(Beginning of Dataset entries)

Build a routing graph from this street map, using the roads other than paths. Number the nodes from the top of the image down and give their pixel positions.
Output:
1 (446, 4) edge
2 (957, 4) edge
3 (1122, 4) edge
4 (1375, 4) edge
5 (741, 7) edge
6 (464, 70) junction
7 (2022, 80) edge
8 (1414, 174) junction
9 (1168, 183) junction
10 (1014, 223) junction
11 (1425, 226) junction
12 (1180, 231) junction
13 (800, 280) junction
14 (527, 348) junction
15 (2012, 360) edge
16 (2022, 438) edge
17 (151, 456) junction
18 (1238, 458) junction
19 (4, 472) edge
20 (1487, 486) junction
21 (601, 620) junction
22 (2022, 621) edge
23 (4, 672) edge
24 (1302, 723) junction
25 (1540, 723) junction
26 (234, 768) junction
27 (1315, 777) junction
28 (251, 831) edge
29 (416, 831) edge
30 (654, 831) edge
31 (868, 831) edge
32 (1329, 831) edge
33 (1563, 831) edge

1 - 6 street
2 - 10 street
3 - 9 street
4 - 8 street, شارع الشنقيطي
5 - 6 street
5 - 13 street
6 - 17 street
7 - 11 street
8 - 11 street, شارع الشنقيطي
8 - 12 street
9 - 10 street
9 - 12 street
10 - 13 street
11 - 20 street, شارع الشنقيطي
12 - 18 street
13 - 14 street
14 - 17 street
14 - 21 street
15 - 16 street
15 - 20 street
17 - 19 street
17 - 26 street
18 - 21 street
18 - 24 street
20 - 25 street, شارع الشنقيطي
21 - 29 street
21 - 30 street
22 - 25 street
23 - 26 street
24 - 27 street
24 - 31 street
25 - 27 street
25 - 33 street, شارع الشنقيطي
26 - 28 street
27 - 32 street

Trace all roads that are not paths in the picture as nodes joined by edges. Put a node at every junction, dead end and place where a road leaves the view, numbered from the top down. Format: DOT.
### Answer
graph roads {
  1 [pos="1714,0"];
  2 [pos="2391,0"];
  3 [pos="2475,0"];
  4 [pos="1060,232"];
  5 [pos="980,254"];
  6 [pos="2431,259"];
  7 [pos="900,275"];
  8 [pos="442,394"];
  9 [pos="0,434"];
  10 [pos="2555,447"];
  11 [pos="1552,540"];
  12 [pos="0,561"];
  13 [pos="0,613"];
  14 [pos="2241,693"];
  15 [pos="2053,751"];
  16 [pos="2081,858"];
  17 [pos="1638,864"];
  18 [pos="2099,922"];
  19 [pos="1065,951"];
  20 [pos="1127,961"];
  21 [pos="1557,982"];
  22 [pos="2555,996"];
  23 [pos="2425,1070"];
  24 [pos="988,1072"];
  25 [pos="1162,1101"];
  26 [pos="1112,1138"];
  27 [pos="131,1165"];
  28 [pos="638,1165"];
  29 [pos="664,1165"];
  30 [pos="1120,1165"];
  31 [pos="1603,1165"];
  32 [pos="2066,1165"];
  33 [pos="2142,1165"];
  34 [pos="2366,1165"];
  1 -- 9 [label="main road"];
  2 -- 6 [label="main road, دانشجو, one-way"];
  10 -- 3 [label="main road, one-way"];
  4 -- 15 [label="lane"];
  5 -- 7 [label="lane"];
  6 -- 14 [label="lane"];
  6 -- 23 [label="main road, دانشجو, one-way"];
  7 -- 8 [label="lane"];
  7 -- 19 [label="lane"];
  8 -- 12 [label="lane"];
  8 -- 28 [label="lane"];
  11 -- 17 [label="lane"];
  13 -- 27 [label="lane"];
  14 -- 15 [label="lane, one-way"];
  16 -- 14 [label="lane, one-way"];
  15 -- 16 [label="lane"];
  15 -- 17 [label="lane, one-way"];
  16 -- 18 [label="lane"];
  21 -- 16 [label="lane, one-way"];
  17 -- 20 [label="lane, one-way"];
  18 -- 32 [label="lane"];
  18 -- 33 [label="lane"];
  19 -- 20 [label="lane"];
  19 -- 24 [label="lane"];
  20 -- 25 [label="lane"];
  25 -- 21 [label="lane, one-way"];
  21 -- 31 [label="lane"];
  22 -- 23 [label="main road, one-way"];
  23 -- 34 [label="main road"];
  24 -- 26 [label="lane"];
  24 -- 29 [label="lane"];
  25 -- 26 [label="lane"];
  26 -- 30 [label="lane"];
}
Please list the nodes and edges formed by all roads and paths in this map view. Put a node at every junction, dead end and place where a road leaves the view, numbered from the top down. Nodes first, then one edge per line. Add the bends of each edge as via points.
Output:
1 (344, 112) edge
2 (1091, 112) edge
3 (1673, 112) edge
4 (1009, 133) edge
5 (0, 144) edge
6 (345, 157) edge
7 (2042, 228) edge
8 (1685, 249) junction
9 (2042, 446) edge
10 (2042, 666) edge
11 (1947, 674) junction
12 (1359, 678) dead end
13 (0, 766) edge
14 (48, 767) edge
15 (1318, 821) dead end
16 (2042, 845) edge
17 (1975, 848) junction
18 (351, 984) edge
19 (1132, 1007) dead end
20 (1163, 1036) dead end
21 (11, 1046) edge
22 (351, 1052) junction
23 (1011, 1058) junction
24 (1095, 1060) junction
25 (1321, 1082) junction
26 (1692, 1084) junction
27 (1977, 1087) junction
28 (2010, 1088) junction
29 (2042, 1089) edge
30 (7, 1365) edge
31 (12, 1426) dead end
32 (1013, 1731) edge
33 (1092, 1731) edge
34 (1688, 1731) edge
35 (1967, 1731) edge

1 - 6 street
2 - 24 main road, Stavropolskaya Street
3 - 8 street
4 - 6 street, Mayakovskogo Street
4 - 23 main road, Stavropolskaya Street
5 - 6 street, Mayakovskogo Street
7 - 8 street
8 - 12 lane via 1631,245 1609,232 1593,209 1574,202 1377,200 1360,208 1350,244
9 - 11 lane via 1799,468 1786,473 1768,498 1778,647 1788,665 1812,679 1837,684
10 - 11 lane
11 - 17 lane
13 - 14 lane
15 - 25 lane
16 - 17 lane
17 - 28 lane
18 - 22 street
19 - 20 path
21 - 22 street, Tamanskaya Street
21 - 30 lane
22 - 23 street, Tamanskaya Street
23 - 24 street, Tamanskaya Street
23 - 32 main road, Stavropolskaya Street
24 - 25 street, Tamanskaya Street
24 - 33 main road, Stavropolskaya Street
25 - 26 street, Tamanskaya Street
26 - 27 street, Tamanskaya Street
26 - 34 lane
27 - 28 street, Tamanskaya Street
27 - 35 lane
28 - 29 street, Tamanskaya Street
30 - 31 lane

(End of Dataset entries)

Exercise brief. Taking the material above, count every line in which the word "graph" appears; answer with the number alone.

Worked solution. 2